◆ **TASK**
Lines in the records below that contain the word "Gutenberg" must each be copied.

◆ **DATA SHOWN**
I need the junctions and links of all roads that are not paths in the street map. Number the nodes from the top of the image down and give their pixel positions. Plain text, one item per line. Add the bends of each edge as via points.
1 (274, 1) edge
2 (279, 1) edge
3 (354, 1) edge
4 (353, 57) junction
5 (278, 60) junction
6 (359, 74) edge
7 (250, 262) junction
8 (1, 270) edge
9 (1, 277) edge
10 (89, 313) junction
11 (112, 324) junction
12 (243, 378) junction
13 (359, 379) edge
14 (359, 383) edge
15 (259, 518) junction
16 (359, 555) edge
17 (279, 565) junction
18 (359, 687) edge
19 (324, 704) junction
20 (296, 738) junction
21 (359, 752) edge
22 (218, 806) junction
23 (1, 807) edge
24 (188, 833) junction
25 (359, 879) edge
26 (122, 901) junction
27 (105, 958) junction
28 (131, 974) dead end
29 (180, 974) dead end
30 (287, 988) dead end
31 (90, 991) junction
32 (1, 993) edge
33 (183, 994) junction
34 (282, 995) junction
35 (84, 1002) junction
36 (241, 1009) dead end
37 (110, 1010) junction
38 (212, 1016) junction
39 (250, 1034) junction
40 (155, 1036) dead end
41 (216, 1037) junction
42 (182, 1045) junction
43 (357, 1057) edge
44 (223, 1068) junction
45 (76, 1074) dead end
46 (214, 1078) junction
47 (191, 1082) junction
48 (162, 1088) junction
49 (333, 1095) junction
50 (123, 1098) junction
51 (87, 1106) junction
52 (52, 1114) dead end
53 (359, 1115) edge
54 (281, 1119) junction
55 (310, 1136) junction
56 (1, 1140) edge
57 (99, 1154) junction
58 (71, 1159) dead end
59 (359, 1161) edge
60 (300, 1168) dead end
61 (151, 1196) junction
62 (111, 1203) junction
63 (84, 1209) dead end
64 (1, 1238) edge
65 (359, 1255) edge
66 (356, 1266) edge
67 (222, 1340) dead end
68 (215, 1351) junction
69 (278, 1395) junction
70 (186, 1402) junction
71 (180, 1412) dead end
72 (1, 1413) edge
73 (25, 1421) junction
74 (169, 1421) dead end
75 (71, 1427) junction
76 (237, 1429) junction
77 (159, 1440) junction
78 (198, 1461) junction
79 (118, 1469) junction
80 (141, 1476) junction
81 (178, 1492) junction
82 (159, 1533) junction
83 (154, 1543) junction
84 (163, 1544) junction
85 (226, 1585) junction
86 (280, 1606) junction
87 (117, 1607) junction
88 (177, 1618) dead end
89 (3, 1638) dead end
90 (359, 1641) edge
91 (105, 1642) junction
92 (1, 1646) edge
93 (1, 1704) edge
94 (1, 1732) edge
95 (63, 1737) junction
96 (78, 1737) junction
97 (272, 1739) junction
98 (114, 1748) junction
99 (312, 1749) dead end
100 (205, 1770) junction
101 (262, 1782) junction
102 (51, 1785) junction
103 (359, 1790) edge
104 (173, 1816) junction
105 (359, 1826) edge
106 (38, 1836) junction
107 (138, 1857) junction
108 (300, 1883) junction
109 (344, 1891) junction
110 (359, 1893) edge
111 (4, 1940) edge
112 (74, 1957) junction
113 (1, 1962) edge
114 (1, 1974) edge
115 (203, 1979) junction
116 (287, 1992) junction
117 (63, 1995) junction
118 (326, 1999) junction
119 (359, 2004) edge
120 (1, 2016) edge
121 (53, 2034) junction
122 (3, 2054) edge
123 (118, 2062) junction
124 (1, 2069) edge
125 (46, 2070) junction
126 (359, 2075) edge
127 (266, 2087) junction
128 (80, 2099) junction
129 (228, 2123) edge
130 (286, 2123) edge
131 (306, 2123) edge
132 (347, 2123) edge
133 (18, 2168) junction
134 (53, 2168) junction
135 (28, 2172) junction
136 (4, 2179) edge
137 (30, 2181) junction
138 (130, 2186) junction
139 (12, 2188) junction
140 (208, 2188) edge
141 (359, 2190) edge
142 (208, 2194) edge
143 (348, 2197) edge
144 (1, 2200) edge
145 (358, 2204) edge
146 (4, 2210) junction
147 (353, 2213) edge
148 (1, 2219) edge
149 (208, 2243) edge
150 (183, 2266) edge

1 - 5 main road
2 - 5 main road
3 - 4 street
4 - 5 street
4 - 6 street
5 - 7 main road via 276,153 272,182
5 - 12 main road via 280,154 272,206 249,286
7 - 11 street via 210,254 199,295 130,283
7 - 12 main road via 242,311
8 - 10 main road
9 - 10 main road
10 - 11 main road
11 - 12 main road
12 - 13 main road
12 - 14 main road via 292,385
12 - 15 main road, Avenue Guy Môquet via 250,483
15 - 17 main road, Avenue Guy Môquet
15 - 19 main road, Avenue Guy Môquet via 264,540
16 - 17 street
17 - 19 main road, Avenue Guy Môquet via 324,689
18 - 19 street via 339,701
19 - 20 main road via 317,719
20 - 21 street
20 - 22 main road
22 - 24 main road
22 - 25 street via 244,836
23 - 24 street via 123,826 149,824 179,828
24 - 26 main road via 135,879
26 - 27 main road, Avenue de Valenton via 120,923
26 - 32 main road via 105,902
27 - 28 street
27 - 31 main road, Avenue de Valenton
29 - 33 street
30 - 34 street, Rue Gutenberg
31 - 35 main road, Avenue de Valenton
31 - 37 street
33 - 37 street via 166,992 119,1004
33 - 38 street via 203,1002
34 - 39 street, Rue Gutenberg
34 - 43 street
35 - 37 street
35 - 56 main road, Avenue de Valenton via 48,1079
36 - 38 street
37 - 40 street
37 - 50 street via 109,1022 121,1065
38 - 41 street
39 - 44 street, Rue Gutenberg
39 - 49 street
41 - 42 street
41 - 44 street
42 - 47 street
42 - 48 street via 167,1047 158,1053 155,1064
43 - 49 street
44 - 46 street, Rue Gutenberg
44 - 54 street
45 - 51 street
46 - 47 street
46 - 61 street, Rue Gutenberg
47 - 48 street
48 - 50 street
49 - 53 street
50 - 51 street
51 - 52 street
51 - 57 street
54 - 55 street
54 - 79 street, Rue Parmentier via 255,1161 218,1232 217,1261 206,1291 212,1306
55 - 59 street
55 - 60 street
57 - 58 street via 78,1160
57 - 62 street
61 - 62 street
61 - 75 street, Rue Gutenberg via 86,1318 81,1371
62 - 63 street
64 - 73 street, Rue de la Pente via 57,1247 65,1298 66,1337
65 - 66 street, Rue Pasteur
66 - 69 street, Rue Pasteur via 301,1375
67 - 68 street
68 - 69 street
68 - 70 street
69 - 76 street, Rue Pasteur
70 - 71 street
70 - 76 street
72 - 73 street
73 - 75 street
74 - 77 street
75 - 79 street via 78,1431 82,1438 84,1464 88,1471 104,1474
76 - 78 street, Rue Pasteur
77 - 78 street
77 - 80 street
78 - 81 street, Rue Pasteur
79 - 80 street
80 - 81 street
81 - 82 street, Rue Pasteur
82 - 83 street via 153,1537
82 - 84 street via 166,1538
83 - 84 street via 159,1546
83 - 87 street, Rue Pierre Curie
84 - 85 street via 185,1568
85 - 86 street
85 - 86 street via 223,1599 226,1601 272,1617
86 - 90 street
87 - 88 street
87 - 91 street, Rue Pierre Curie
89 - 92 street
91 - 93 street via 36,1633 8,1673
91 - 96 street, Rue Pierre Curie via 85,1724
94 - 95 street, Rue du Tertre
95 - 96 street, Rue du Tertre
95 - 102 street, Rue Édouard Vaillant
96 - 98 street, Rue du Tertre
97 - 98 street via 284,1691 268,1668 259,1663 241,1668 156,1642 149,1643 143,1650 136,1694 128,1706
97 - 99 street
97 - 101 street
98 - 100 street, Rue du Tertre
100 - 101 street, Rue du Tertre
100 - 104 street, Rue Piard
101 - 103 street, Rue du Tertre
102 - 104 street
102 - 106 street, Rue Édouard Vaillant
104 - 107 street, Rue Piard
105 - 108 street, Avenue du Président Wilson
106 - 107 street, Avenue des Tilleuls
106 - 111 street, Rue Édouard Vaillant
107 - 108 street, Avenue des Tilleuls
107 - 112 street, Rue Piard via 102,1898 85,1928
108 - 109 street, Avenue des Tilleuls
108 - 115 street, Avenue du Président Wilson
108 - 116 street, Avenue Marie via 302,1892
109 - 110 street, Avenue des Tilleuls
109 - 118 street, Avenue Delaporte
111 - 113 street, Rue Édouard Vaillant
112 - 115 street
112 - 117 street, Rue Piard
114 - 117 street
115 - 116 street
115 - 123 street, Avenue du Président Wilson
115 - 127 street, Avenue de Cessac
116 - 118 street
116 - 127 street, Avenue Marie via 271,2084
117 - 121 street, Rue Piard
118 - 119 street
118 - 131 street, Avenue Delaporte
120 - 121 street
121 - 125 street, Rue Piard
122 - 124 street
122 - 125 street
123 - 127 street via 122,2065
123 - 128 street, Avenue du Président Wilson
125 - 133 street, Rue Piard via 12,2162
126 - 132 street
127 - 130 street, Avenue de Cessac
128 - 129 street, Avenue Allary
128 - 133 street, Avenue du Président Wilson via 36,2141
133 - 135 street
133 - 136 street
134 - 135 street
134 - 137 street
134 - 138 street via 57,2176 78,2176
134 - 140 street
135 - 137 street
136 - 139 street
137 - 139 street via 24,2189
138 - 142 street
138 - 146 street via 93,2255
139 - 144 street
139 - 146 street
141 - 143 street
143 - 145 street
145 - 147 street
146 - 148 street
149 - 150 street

◆ **SOLUTION TO THE EXERCISE**
30 - 34 street, Rue Gutenberg
34 - 39 street, Rue Gutenberg
39 - 44 street, Rue Gutenberg
44 - 46 street, Rue Gutenberg
46 - 61 street, Rue Gutenberg
61 - 75 street, Rue Gutenberg via 86,1318 81,1371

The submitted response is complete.